Aim of the task: I would like each line of the data that holds the word "Olmello" copied out.
(Task input begins)
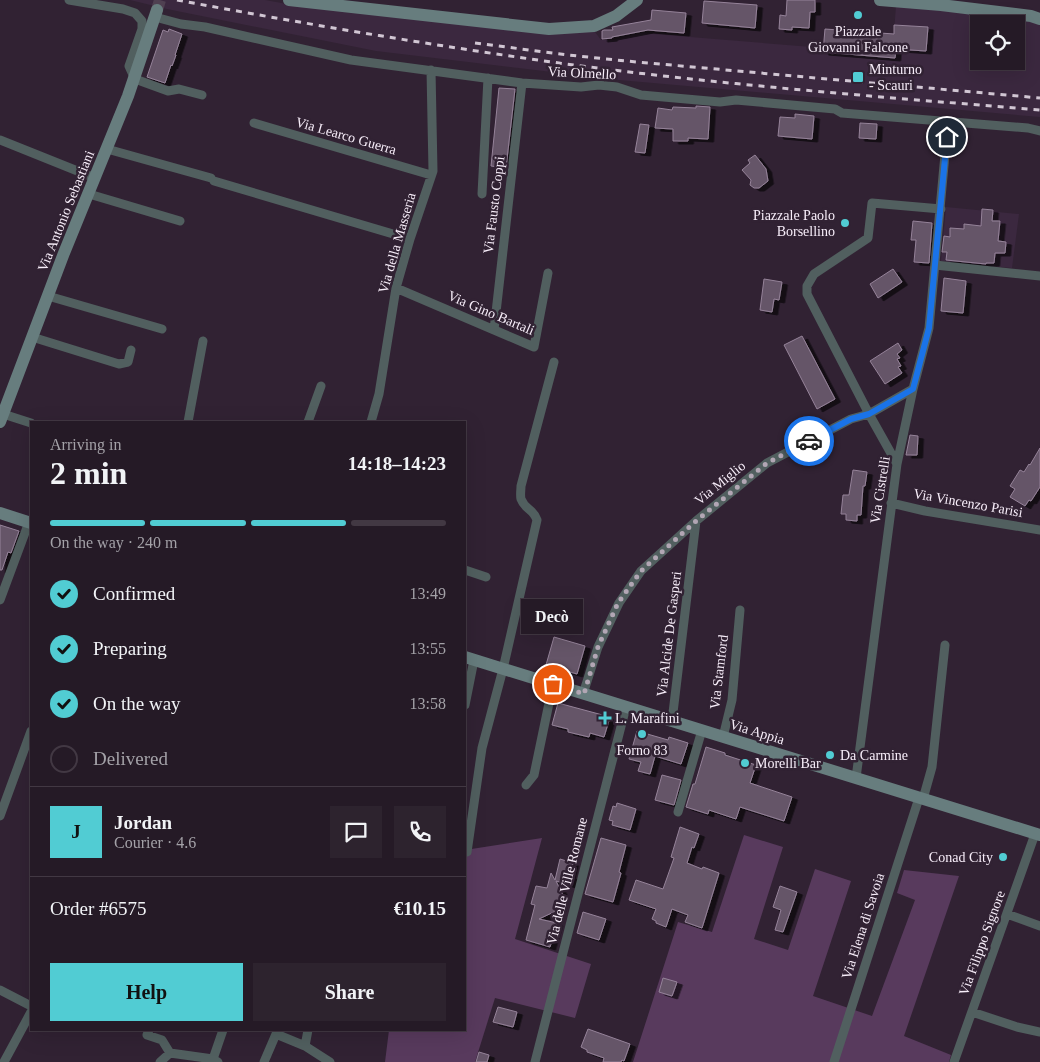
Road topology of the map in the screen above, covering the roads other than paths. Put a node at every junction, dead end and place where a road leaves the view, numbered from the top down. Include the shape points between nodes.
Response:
1 (69, 0) edge
2 (289, 0) edge
3 (637, 0) edge
4 (880, 0) edge
5 (943, 3) edge
6 (156, 14) joint
7 (1040, 19) edge
8 (431, 70) junction
9 (488, 78) junction
10 (134, 80) junction
11 (522, 83) junction
12 (202, 95) dead end
13 (948, 122) junction
14 (254, 123) dead end
15 (1040, 132) edge
16 (0, 140) edge
17 (107, 149) junction
18 (431, 176) junction
19 (95, 178) junction
20 (88, 194) junction
21 (482, 194) dead end
22 (941, 209) junction
23 (180, 221) dead end
24 (410, 239) junction
25 (935, 265) junction
26 (548, 273) dead end
27 (1040, 276) edge
28 (396, 288) junction
29 (48, 296) junction
30 (162, 329) dead end
31 (494, 330) junction
32 (32, 337) junction
33 (203, 341) dead end
34 (131, 350) dead end
35 (554, 362) dead end
36 (321, 386) dead end
37 (913, 389) junction
38 (869, 414) junction
39 (2, 418) edge
40 (188, 421) edge
41 (308, 421) edge
42 (371, 421) edge
43 (30, 423) edge
44 (897, 464) junction
45 (891, 503) junction
46 (0, 513) edge
47 (696, 521) junction
48 (30, 522) edge
49 (1040, 530) edge
50 (466, 570) edge
51 (486, 577) dead end
52 (0, 600) edge
53 (740, 610) dead end
54 (945, 645) dead end
55 (470, 658) edge
56 (503, 669) junction
57 (553, 684) junction
58 (584, 694) junction
59 (466, 696) edge
60 (626, 707) junction
61 (672, 721) junction
62 (702, 730) junction
63 (30, 733) edge
64 (723, 737) junction
65 (856, 778) junction
66 (526, 785) dead end
67 (921, 798) junction
68 (678, 812) dead end
69 (0, 816) edge
70 (1038, 834) edge
71 (467, 852) dead end
72 (1007, 914) junction
73 (1040, 926) edge
74 (0, 990) edge
75 (30, 1005) edge
76 (972, 1012) junction
77 (30, 1014) edge
78 (149, 1031) edge
79 (223, 1031) edge
80 (308, 1031) edge
81 (1040, 1032) edge
82 (304, 1046) junction
83 (170, 1052) junction
84 (216, 1061) edge
85 (4, 1062) edge
86 (160, 1062) edge
87 (264, 1062) edge
88 (330, 1062) edge
89 (535, 1062) edge
90 (834, 1062) edge
91 (954, 1062) edge

1 - 10 street via 123,9 139,17 142,29 129,66
2 - 3 street via 549,29 594,26 616,16
4 - 5 street
5 - 7 street
6 - 8 street, Via Olmello via 181,24 351,60
6 - 10 street, Via Antonio Sebastiani
8 - 9 street, Via Olmello
8 - 18 street, Via della Masseria
9 - 11 street, Via Olmello
9 - 21 street
10 - 12 street via 168,91 179,89
10 - 17 street, Via Antonio Sebastiani
11 - 13 street, Via Olmello via 599,85 641,95 720,102 736,100
11 - 31 street, Via Fausto Coppi
13 - 15 street, Via Olmello via 1028,128
13 - 22 street
14 - 18 street, Via Learco Guerra
16 - 19 street
17 - 19 street, Via Antonio Sebastiani
17 - 24 street
18 - 24 street, Via della Masseria
19 - 20 street, Via Antonio Sebastiani
20 - 23 street
20 - 29 street, Via Antonio Sebastiani
22 - 25 street, Via Cistrelli
22 - 38 street via 872,203 868,238 814,274 807,286 807,294
24 - 28 street, Via della Masseria
25 - 27 street
25 - 37 street, Via Cistrelli via 929,328
26 - 31 street, Via Gino Bartali via 534,347
28 - 31 street, Via Gino Bartali
28 - 42 street, Via della Masseria via 379,394
29 - 30 street
29 - 32 street, Via Antonio Sebastiani
32 - 34 street via 119,364 128,362
32 - 39 street, Via Antonio Sebastiani
33 - 40 street
35 - 56 street via 520,486 525,506 535,513 537,520
36 - 41 street
37 - 38 street, Via Miglio
37 - 44 street, Via Cistrelli
38 - 44 street
38 - 47 street, Via Miglio via 851,419 767,463
39 - 43 street
44 - 45 street, Via Cistrelli
45 - 49 street, Via Vincenzo Parisi
45 - 65 street, Via Cistrelli
46 - 48 street
47 - 58 street, Via Miglio via 641,571 618,603 598,647
47 - 61 street, Via Alcide De Gasperi
48 - 52 street
50 - 51 street
53 - 64 street, Via Stamford via 732,700
54 - 67 street, Via Elena di Savoia via 932,767
55 - 56 street, Via Appia
55 - 59 street
56 - 57 street, Via Appia
56 - 71 street via 482,748
57 - 58 street, Via Appia
57 - 66 street via 534,775
58 - 60 street, Via Appia
60 - 61 street, Via Appia
60 - 89 street, Via delle Ville Romane
61 - 62 street, Via Appia
62 - 64 street, Via Appia
62 - 68 street
63 - 69 street
64 - 65 street, Via Appia
65 - 67 street, Via Appia
67 - 70 street, Via Appia
67 - 90 street, Via Elena di Savoia
70 - 72 street, Via Filippo Signore
72 - 73 street
72 - 76 street, Via Filippo Signore
74 - 75 street
76 - 81 street
76 - 91 street, Via Filippo Signore
77 - 85 street
78 - 83 street via 147,1035 162,1040
79 - 84 street
80 - 82 street
82 - 87 street via 276,1034
82 - 88 street
83 - 84 street
83 - 86 street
(Task input ends)
Solution to this exercise:
6 - 8 street, Via Olmello via 181,24 351,60
8 - 9 street, Via Olmello
9 - 11 street, Via Olmello
11 - 13 street, Via Olmello via 599,85 641,95 720,102 736,100
13 - 15 street, Via Olmello via 1028,128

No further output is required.